Medios de comunicación
y violencia contra la mujer

Jesús Martín-Barbero

Ponencia

(Foro Internacional Mujer y Poder, Consejería


Presidencial para la Equidad y la Mujer, Bogotá, 2007)

« Como en el desfile de modas, la mujer aparece en la


publicidad en la medida en que su cuerpo está al servicio
de un tipo de vestido: la modelo “ideal” es la que, con el
máximo de estilo, desaparece entregando toda su energía a
un modelo, a un estereotipo, a un cuerpo absolutamente
codificado al servicio del cual pone su propia personalidad,
su propio estilo, su propia diferencia. En la publicidad
vemos esto permanentemente: las mujeres que aparecen lo
hacen en función de ser un tipo de mujer: el ama de casa
de clase media, o de clase alta, o la ejecutiva de gran
empresa, o la empleada doméstica, o la novia, etc. El
privilegio erótico otorgado a la mujer (…) resulta entonces
profundamente tramposo, pues se halla ligado a su sujeción
social, la sobrevaloración sexual que cubre y traslapa la
segregación social.
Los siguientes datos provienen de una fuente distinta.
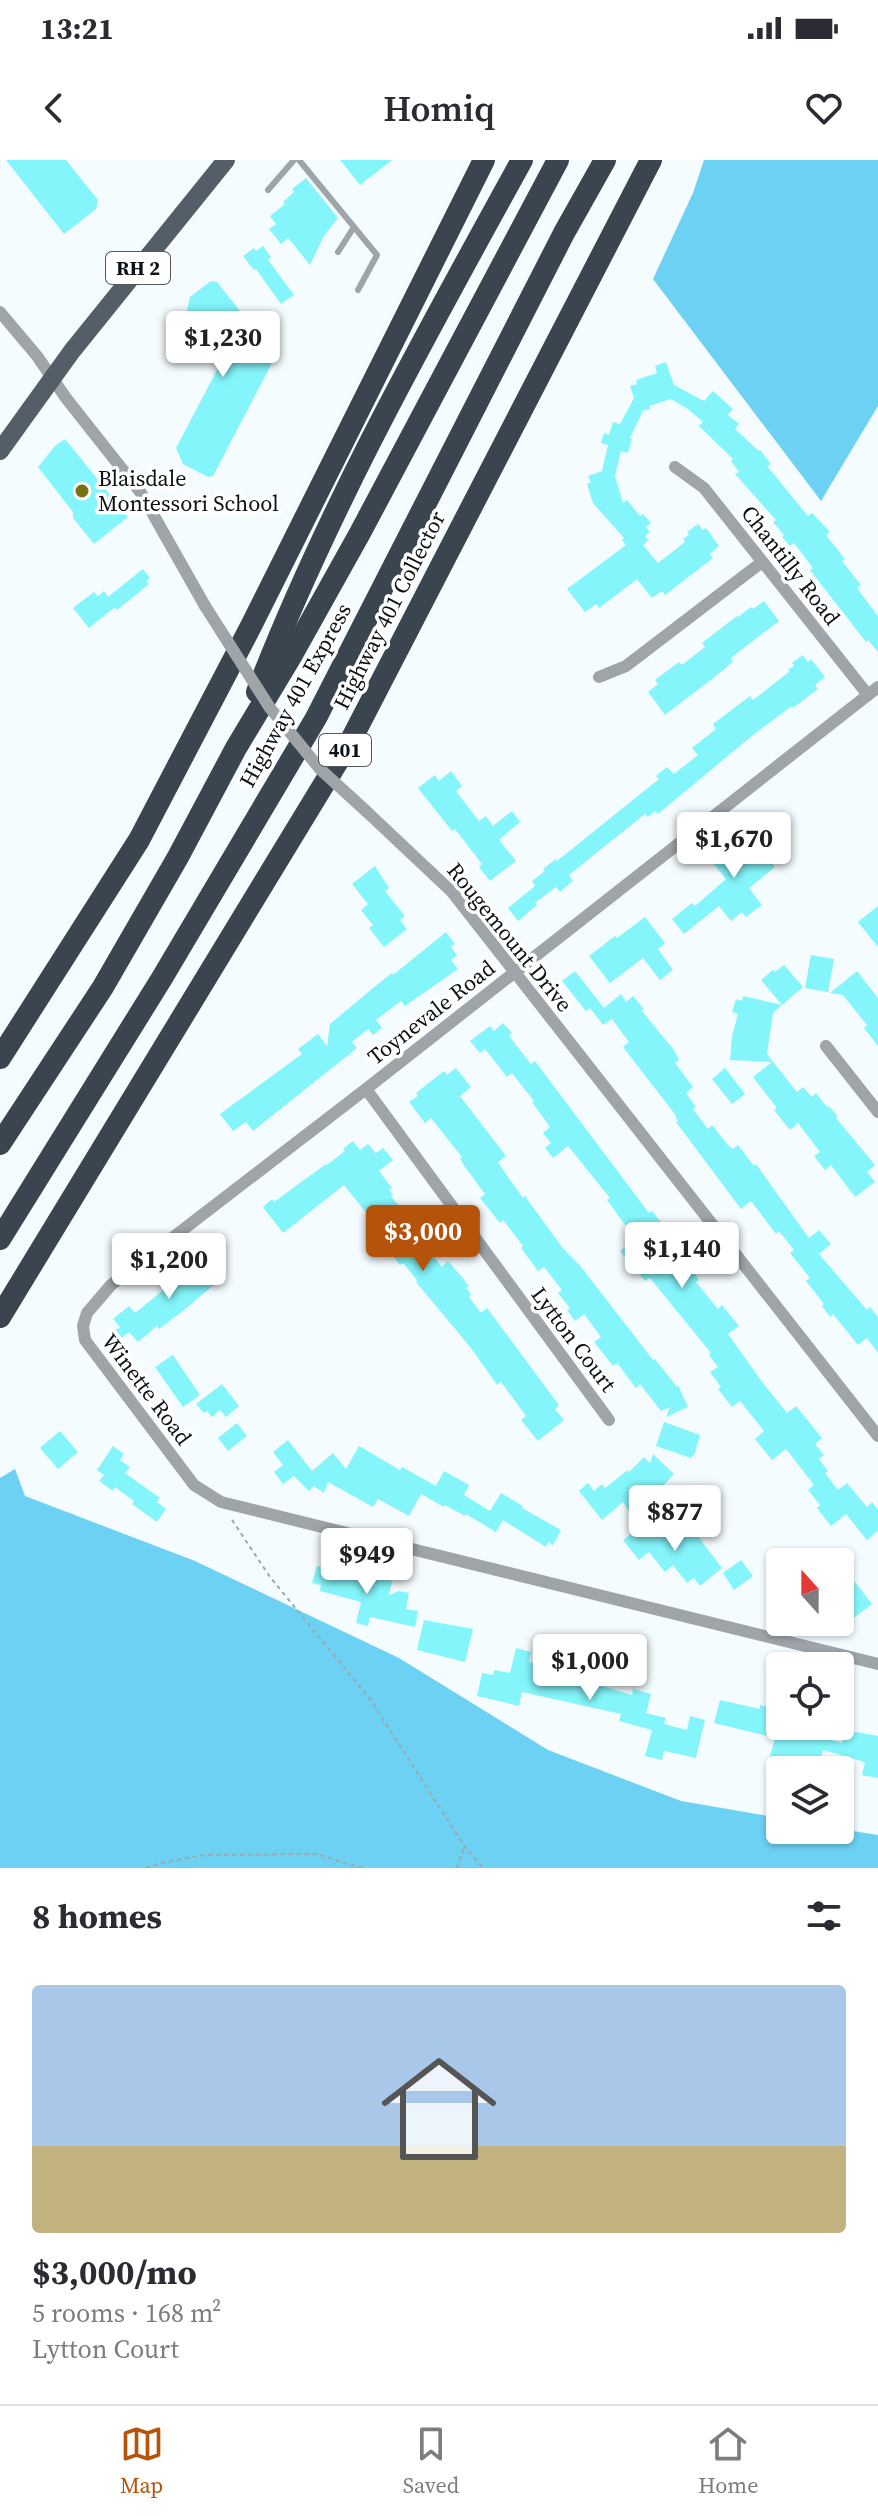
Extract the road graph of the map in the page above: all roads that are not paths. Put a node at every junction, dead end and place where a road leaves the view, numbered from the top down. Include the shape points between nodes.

En segundo lugar, la mayoría de los
cuerpos que presentan los medios responden a una
desnudez cada vez más plastificada: como afirmó J.
Baudrillard: la publicidad convierte el cuerpo en mera piel.
Y plastificado, el cuerpo es “pacificado”: despojado de
todos sus ingredientes de conflictividad, de interacción y
reciprocidad.»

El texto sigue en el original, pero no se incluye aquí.